**GOAL OF THE EXERCISE**: Transcribe the data in full and exactly, omitting any pictures.

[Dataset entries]
* * * * * * *
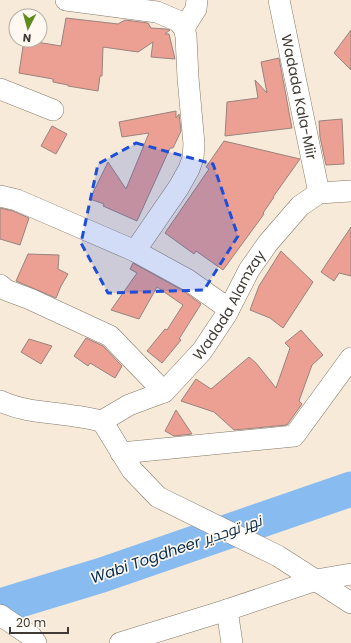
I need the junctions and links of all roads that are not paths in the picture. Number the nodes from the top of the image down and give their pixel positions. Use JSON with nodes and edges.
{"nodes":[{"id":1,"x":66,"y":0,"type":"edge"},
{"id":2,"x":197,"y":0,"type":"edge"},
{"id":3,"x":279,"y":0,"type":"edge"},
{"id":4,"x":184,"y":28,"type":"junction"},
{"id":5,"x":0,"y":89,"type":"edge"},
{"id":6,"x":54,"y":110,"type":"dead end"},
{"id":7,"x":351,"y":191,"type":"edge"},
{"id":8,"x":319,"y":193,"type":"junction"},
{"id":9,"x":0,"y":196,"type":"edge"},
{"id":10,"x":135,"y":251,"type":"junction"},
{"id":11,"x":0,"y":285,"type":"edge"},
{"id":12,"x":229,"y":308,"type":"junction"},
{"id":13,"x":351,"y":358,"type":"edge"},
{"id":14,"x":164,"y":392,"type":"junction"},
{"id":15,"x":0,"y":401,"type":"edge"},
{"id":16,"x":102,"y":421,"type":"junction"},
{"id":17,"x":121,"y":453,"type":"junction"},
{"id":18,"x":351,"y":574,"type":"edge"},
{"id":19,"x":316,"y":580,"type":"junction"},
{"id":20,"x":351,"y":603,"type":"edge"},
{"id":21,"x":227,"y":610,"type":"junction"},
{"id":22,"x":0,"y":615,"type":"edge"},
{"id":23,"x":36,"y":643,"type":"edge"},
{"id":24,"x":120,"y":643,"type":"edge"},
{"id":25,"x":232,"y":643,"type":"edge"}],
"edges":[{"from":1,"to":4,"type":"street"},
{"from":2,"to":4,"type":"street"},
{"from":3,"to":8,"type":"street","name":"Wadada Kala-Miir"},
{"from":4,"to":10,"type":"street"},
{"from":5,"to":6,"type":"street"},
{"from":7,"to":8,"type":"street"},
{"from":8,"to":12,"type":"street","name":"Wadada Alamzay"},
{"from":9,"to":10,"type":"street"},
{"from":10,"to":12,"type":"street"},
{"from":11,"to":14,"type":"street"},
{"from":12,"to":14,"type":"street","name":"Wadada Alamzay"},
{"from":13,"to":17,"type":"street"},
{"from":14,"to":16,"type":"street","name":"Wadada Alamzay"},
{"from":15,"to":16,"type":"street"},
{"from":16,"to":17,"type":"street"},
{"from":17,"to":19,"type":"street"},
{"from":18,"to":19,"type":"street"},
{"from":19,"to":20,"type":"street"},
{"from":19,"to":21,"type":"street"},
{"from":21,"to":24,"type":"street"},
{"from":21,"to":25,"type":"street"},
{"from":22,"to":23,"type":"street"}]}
* * * * * * *
**SOLUTION TO THIS EXERCISE**:
I need the junctions and links of all roads that are not paths in the picture. Number the nodes from the top of the image down and give their pixel positions. Use JSON with nodes and edges.
{"nodes":[{"id":1,"x":66,"y":0,"type":"edge"},
{"id":2,"x":197,"y":0,"type":"edge"},
{"id":3,"x":279,"y":0,"type":"edge"},
{"id":4,"x":184,"y":28,"type":"junction"},
{"id":5,"x":0,"y":89,"type":"edge"},
{"id":6,"x":54,"y":110,"type":"dead end"},
{"id":7,"x":351,"y":191,"type":"edge"},
{"id":8,"x":319,"y":193,"type":"junction"},
{"id":9,"x":0,"y":196,"type":"edge"},
{"id":10,"x":135,"y":251,"type":"junction"},
{"id":11,"x":0,"y":285,"type":"edge"},
{"id":12,"x":229,"y":308,"type":"junction"},
{"id":13,"x":351,"y":358,"type":"edge"},
{"id":14,"x":164,"y":392,"type":"junction"},
{"id":15,"x":0,"y":401,"type":"edge"},
{"id":16,"x":102,"y":421,"type":"junction"},
{"id":17,"x":121,"y":453,"type":"junction"},
{"id":18,"x":351,"y":574,"type":"edge"},
{"id":19,"x":316,"y":580,"type":"junction"},
{"id":20,"x":351,"y":603,"type":"edge"},
{"id":21,"x":227,"y":610,"type":"junction"},
{"id":22,"x":0,"y":615,"type":"edge"},
{"id":23,"x":36,"y":643,"type":"edge"},
{"id":24,"x":120,"y":643,"type":"edge"},
{"id":25,"x":232,"y":643,"type":"edge"}],
"edges":[{"from":1,"to":4,"type":"street"},
{"from":2,"to":4,"type":"street"},
{"from":3,"to":8,"type":"street","name":"Wadada Kala-Miir"},
{"from":4,"to":10,"type":"street"},
{"from":5,"to":6,"type":"street"},
{"from":7,"to":8,"type":"street"},
{"from":8,"to":12,"type":"street","name":"Wadada Alamzay"},
{"from":9,"to":10,"type":"street"},
{"from":10,"to":12,"type":"street"},
{"from":11,"to":14,"type":"street"},
{"from":12,"to":14,"type":"street","name":"Wadada Alamzay"},
{"from":13,"to":17,"type":"street"},
{"from":14,"to":16,"type":"street","name":"Wadada Alamzay"},
{"from":15,"to":16,"type":"street"},
{"from":16,"to":17,"type":"street"},
{"from":17,"to":19,"type":"street"},
{"from":18,"to":19,"type":"street"},
{"from":19,"to":20,"type":"street"},
{"from":19,"to":21,"type":"street"},
{"from":21,"to":24,"type":"street"},
{"from":21,"to":25,"type":"street"},
{"from":22,"to":23,"type":"street"}]}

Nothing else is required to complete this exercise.